Die Stadt Oelde steht vor einer wichtigen Entscheidung: Soll die Bezahlkarte für geflüchtete Menschen eingeführt werden oder nicht? Der Antrag der Fraktion Bündnis 90/Die Grünen, von der „Opt-Out-Regelung“ der Bezahlkartenverordnung NRW Gebrauch zu machen, wird aktuell geprüft.
Hintergrund ist die Einführung einer Bezahlkarte, die Leistungen nach dem Asylbewerberleistungsgesetz (AsylbLG) künftig in Form von Karten statt als Barzahlungen leisten soll. Die Karte soll vor allem den Missbrauch von Sozialleistungen durch Auslandsüberweisungen verhindern und die Verwaltung vereinfachen.

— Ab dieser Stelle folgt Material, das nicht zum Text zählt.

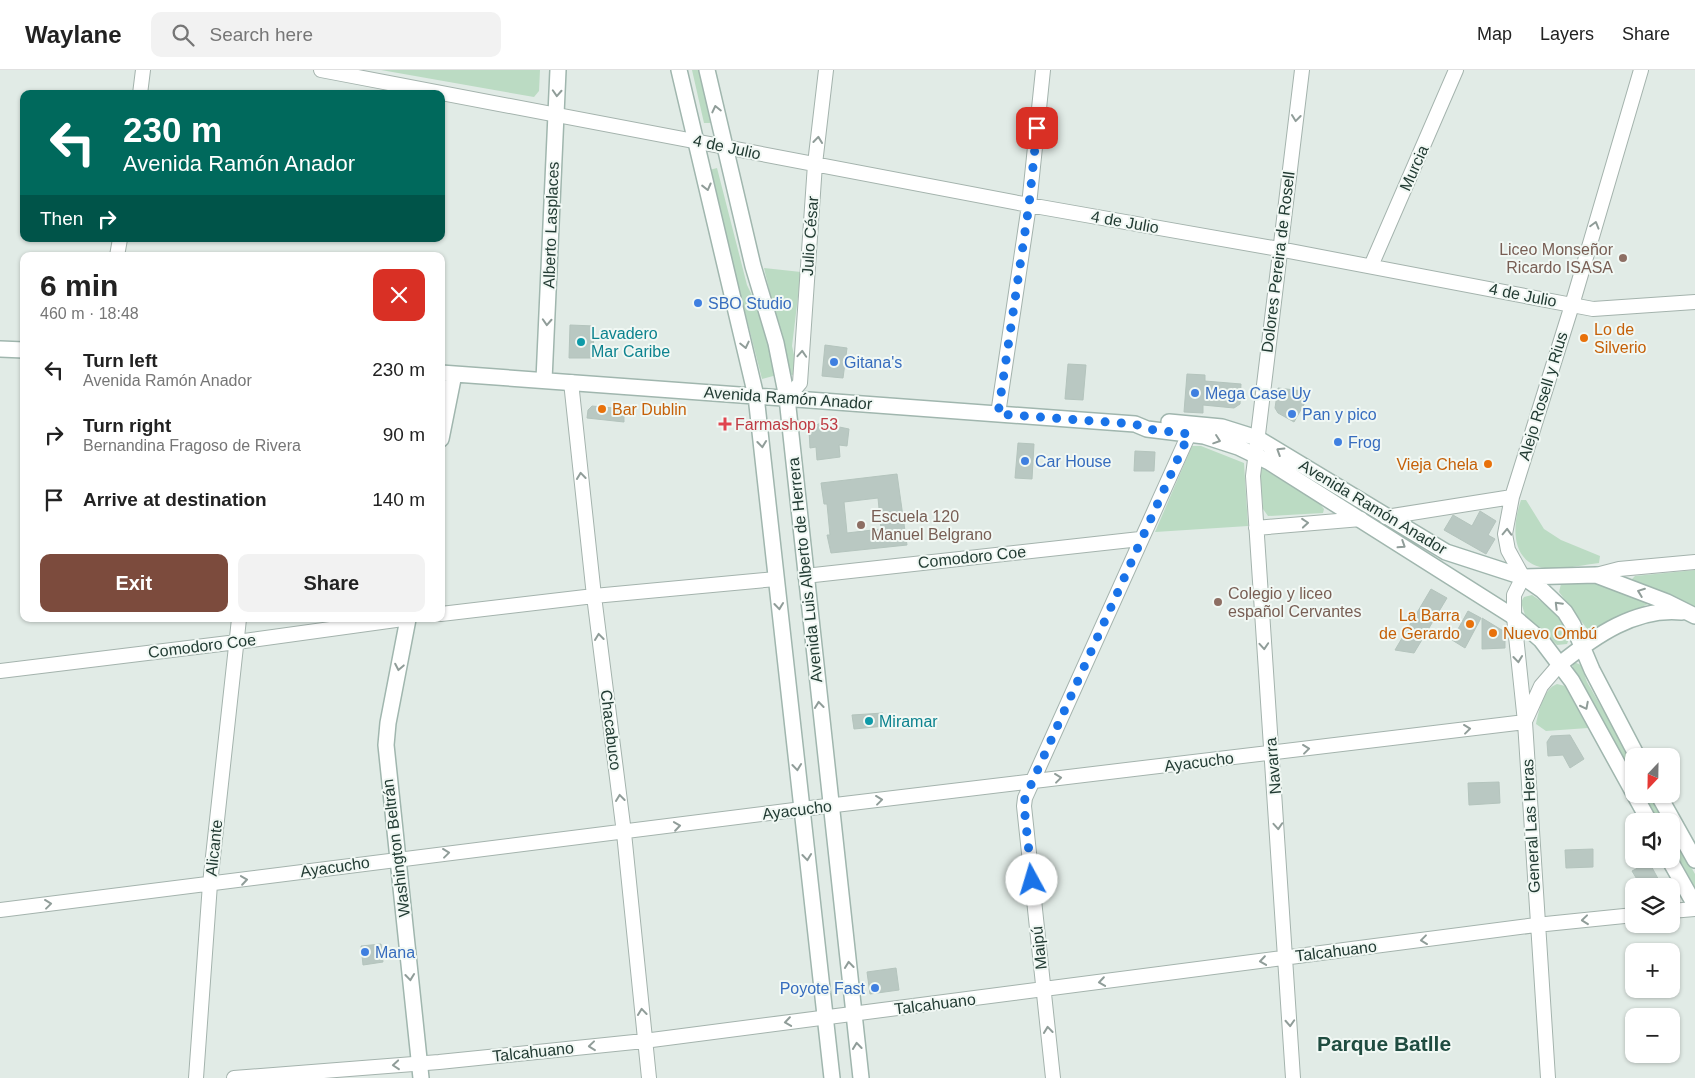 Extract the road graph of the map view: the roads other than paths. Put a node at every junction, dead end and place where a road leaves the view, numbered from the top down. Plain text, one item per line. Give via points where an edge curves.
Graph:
1 (143, 70) edge
2 (322, 70) edge
3 (558, 70) edge
4 (679, 70) edge
5 (707, 70) edge
6 (826, 70) edge
7 (1043, 70) edge
8 (1302, 70) edge
9 (1456, 70) edge
10 (1640, 70) edge
11 (140, 90) edge
12 (424, 90) edge
13 (445, 94) edge
14 (556, 116) junction
15 (695, 140) junction
16 (725, 148) junction
17 (815, 164) junction
18 (1029, 205) junction
19 (1279, 249) junction
20 (1371, 266) junction
21 (1695, 302) edge
22 (1572, 305) junction
23 (0, 349) edge
24 (20, 350) edge
25 (447, 373) edge
26 (544, 380) junction
27 (571, 382) junction
28 (445, 395) edge
29 (756, 396) junction
30 (787, 398) junction
31 (998, 414) junction
32 (1135, 424) junction
33 (1189, 434) junction
34 (1257, 438) junction
35 (1255, 455) junction
36 (1512, 497) junction
37 (1386, 517) junction
38 (1361, 519) junction
39 (1256, 528) junction
40 (1140, 539) junction
41 (1695, 562) edge
42 (1596, 575) junction
43 (805, 576) junction
44 (1523, 577) junction
45 (776, 579) junction
46 (594, 596) junction
47 (445, 614) edge
48 (1690, 614) edge
49 (1514, 617) junction
50 (239, 622) edge
51 (381, 622) edge
52 (407, 622) edge
53 (237, 642) junction
54 (1582, 647) junction
55 (1560, 664) junction
56 (0, 671) edge
57 (1524, 722) junction
58 (1633, 748) edge
59 (1273, 753) junction
60 (1032, 781) junction
61 (1663, 803) edge
62 (830, 806) junction
63 (802, 809) junction
64 (1644, 813) edge
65 (624, 833) junction
66 (398, 859) junction
67 (1695, 860) edge
68 (1674, 868) edge
69 (210, 884) junction
70 (1695, 905) edge
71 (1695, 909) edge
72 (0, 910) edge
73 (1680, 910) edge
74 (1625, 916) edge
75 (1536, 926) junction
76 (1287, 958) junction
77 (1043, 990) junction
78 (854, 1014) junction
79 (824, 1017) junction
80 (644, 1041) junction
81 (421, 1071) edge
82 (196, 1078) edge
83 (234, 1078) edge
84 (649, 1078) edge
85 (832, 1078) edge
86 (861, 1078) edge
87 (1053, 1078) edge
88 (1294, 1078) edge
89 (1548, 1078) edge

1 - 11 street
2 - 12 street, 4 de Julio
3 -> 14 street, Alberto Lasplaces
4 - 15 street, Avenida Luis Alberto de Herrera
16 -> 5 street, Avenida Luis Alberto de Herrera
17 -> 6 street, Julio César
7 - 18 street
8 -> 19 street, Dolores Pereira de Rosell
9 - 20 street, Murcia
22 -> 10 street, Alejo Rosell y Rius
13 - 14 street, 4 de Julio
14 - 15 street, 4 de Julio
14 -> 26 street, Alberto Lasplaces
15 - 16 street, 4 de Julio
15 -> 29 street, Avenida Luis Alberto de Herrera
16 - 17 street, 4 de Julio
16 - 30 street, Avenida Luis Alberto de Herrera via 753,266 776,343
17 - 18 street, 4 de Julio
30 -> 17 street, Julio César via 800,383
18 - 19 street, 4 de Julio
18 - 31 street
19 - 20 street, 4 de Julio
19 - 34 street, Dolores Pereira de Rosell
20 - 22 street, 4 de Julio
21 - 22 street, 4 de Julio via 1593,309
22 - 36 street, Alejo Rosell y Rius
23 - 24 street
25 - 26 street, Avenida Ramón Anador
25 - 28 street
26 - 27 street, Avenida Ramón Anador
27 - 29 street, Avenida Ramón Anador
46 -> 27 street, Chacabuco
29 - 30 street, Avenida Ramón Anador
29 -> 45 street, Avenida Luis Alberto de Herrera
30 - 31 street, Avenida Ramón Anador
30 - 43 street, Avenida Luis Alberto de Herrera
31 - 32 street, Avenida Ramón Anador
32 - 33 street, Avenida Ramón Anador via 1147,429
32 - 34 street, Avenida Ramón Anador via 1146,420 1208,424
33 -> 35 street, Avenida Ramón Anador via 1204,436
33 - 40 street, Maipú
34 - 35 street, Dolores Pereira de Rosell
37 -> 34 street, Avenida Ramón Anador
35 - 38 street, Avenida Ramón Anador
35 - 39 street, Navarra
36 - 37 street
44 -> 36 street, Alejo Rosell y Rius via 1508,550 1505,534
37 - 44 street, Avenida Ramón Anador via 1446,552
39 -> 38 street
38 -> 49 street, Avenida Ramón Anador
39 -> 59 street, Navarra
40 - 43 street, Comodoro Coe
40 - 60 street, Maipú
41 - 42 street via 1619,569
42 - 44 street
48 -> 42 street
62 -> 43 street, Avenida Luis Alberto de Herrera
44 - 49 street, General Las Heras via 1514,595
54 -> 44 street, Avenida Ramón Anador via 1565,612
45 - 46 street
45 -> 63 street, Avenida Luis Alberto de Herrera
46 - 47 street
65 -> 46 street, Chacabuco
48 - 54 street via 1665,610 1643,615 1609,630
49 - 55 street, Avenida Ramón Anador via 1541,640
49 -> 57 street, General Las Heras
50 - 53 street, Alicante
51 - 53 street, Comodoro Coe
52 -> 66 street, Washington Beltrán via 386,745
53 - 56 street, Comodoro Coe
53 - 69 street, Alicante
54 - 55 street
54 - 58 street, Avenida Ramón Anador
55 - 57 street via 1541,686
55 -> 64 street, Avenida Ramón Anador
59 -> 57 street, Ayacucho
57 - 75 street, General Las Heras
60 -> 59 street, Ayacucho
59 -> 76 street, Navarra
62 -> 60 street, Ayacucho
60 - 77 street, Maipú via 1024,806
61 - 67 street
62 - 63 street, Ayacucho
78 -> 62 street, Avenida Luis Alberto de Herrera
65 -> 63 street, Ayacucho
63 -> 79 street, Avenida Luis Alberto de Herrera
66 -> 65 street, Ayacucho
80 -> 65 street, Chacabuco
69 -> 66 street, Ayacucho
66 -> 81 street, Washington Beltrán
68 - 70 street
72 -> 69 street, Ayacucho
69 - 82 street, Alicante
71 - 73 street
74 -> 75 street, Talcahuano
75 -> 76 street, Talcahuano
75 - 89 street, General Las Heras
76 -> 77 street, Talcahuano
76 -> 88 street, Navarra
77 - 78 street, Talcahuano
87 -> 77 street, Maipú
78 - 79 street, Talcahuano
86 -> 78 street, Avenida Luis Alberto de Herrera
79 -> 80 street, Talcahuano
79 - 85 street, Avenida Luis Alberto de Herrera
80 -> 81 street, Talcahuano
80 - 84 street, Chacabuco
81 -> 83 street, Talcahuano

Doch die Grünen-Fraktion argumentiert, dass diese Maßnahme in Oelde mehr bürokratischen Aufwand und höhere Kosten verursachen würde und die Integrationsbemühungen der Stadt erschwert. Außerdem würden die Ziele der Bezahlkarte, insbesondere die Eindämmung von Missbrauch, aufgrund der Flexibilität der Freigabe von Zahlungen durch die Stadt nicht erreicht werden.
Die Verwaltung der Stadt Oelde empfiehlt, von der Bezahlkarte abzusehen und stattdessen weiterhin auf bewährte Bankkonten für die Leistungserbringung zu setzen. Eine Entscheidung wird voraussichtlich in der Sitzung des Ausschusses für Soziales, Familien, Senioren und gesellschaftliche Teilhabe am 12. Juni 2025 getroffen.